• [WHAT NEEDS TO BE DONE] Your task is to repeat, word for word, the line containing "Trace all roads" and all lines that follow it to the end of the material, and no other lines.

• [PROVIDED DATA]

· · · · ·

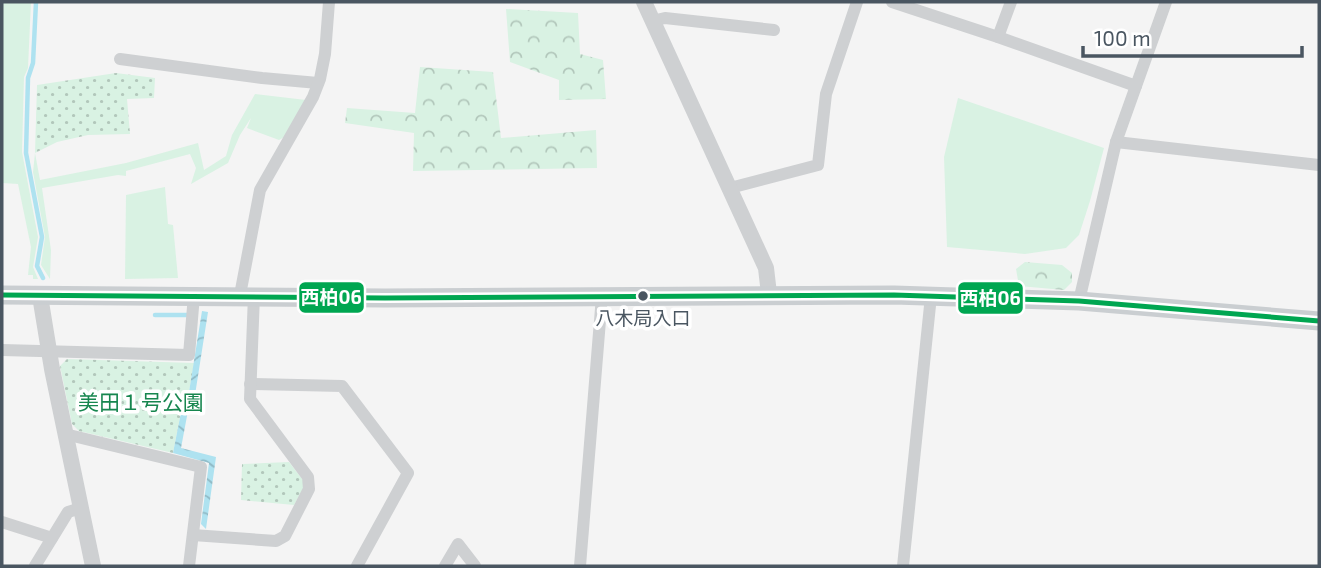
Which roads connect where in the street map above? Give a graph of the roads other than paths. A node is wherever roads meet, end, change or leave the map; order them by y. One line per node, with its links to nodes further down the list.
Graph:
1 (329, 2): 11 (street)
2 (644, 2): 7 (street)
3 (857, 2): 15 (street)
4 (892, 2): 9 (street)
5 (1011, 2): 9 (street)
6 (1166, 2): 12 (street)
7 (652, 20): 8 (street); 15 (street)
8 (774, 30)
9 (999, 37): 12 (street)
10 (120, 59): 11 (street)
11 (318, 83): 19 (street)
12 (1136, 86): 13 (street)
13 (1116, 142): 14 (street); 23 (street)
14 (1319, 165)
15 (730, 188): 16 (street)
16 (769, 294): 21 (main road); 22 (main road)
17 (2, 295): 20 (main road)
18 (194, 295): 19 (main road); 20 (main road); 26 (street)
19 (247, 295): 21 (main road); 27 (street)
20 (40, 296): 26 (street)
21 (602, 296): 39 (street)
22 (931, 296): 23 (main road); 40 (street)
23 (1079, 301): 24 (main road)
24 (1319, 321)
25 (2, 350): 26 (street)
26 (49, 352): 28 (street)
27 (250, 384): 31 (street); 36 (street)
28 (65, 434): 29 (street); 31 (street)
29 (80, 508): 32 (street); 34 (street)
30 (2, 522): 32 (street)
31 (193, 535): 35 (street)
32 (52, 538): 33 (street)
33 (34, 566)
34 (93, 566)
35 (189, 566)
36 (357, 566)
37 (445, 566): 38 (street)
38 (475, 566)
39 (580, 566)
40 (903, 566)

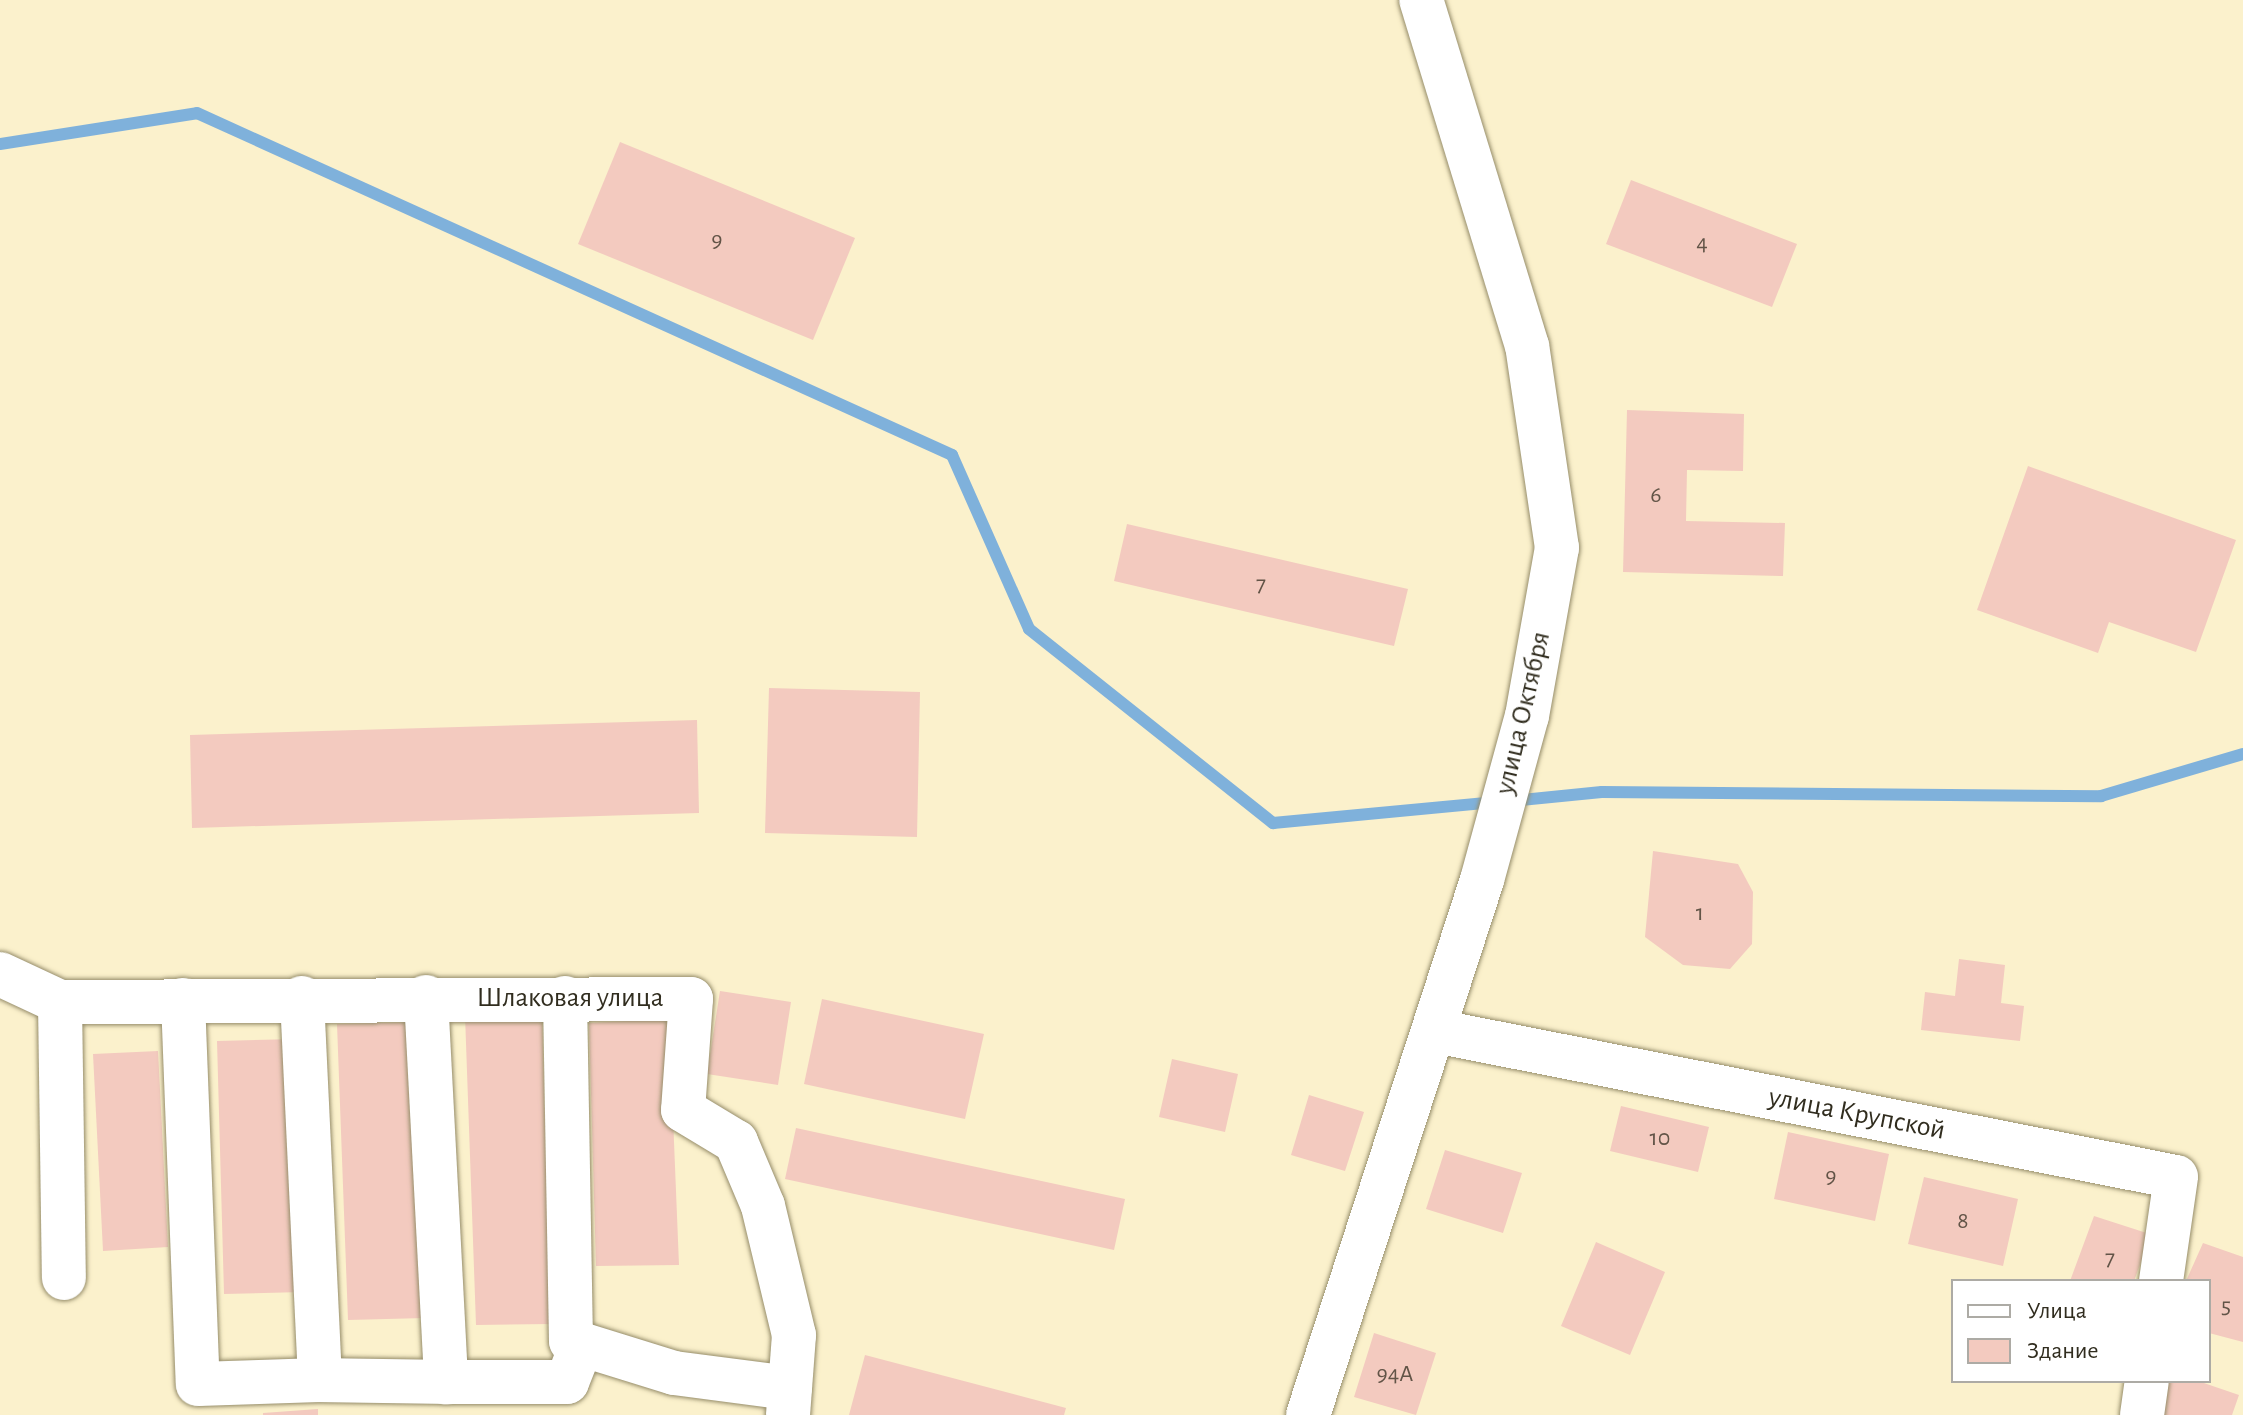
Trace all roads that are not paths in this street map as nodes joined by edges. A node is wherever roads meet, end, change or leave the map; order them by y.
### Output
1 (1421, 0) edge
2 (0, 974) edge
3 (426, 997) junction
4 (302, 998) junction
5 (565, 998) junction
6 (183, 1000) junction
7 (60, 1002) junction
8 (1435, 1031) junction
9 (64, 1278) dead end
10 (2161, 1279) edge
11 (582, 1344) junction
12 (320, 1380) junction
13 (446, 1382) junction
14 (2147, 1383) edge
15 (789, 1401) edge
16 (1308, 1415) edge
17 (2142, 1415) edge

1 - 8 street, улица Октября
2 - 7 street, Шлаковая улица
3 - 4 street, Шлаковая улица
3 - 5 street, Шлаковая улица
3 - 13 street
4 - 6 street, Шлаковая улица
4 - 12 street
5 - 11 street
5 - 15 street, Шлаковая улица
6 - 7 street, Шлаковая улица
6 - 12 street
7 - 9 street
8 - 10 street, улица Крупской
8 - 16 street, улица Октября
11 - 13 street
11 - 15 street
12 - 13 street
14 - 17 street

· · · · ·

• [RESPONSE BELOW]
Trace all roads that are not paths in this street map as nodes joined by edges. A node is wherever roads meet, end, change or leave the map; order them by y.
### Output
1 (1421, 0) edge
2 (0, 974) edge
3 (426, 997) junction
4 (302, 998) junction
5 (565, 998) junction
6 (183, 1000) junction
7 (60, 1002) junction
8 (1435, 1031) junction
9 (64, 1278) dead end
10 (2161, 1279) edge
11 (582, 1344) junction
12 (320, 1380) junction
13 (446, 1382) junction
14 (2147, 1383) edge
15 (789, 1401) edge
16 (1308, 1415) edge
17 (2142, 1415) edge

1 - 8 street, улица Октября
2 - 7 street, Шлаковая улица
3 - 4 street, Шлаковая улица
3 - 5 street, Шлаковая улица
3 - 13 street
4 - 6 street, Шлаковая улица
4 - 12 street
5 - 11 street
5 - 15 street, Шлаковая улица
6 - 7 street, Шлаковая улица
6 - 12 street
7 - 9 street
8 - 10 street, улица Крупской
8 - 16 street, улица Октября
11 - 13 street
11 - 15 street
12 - 13 street
14 - 17 street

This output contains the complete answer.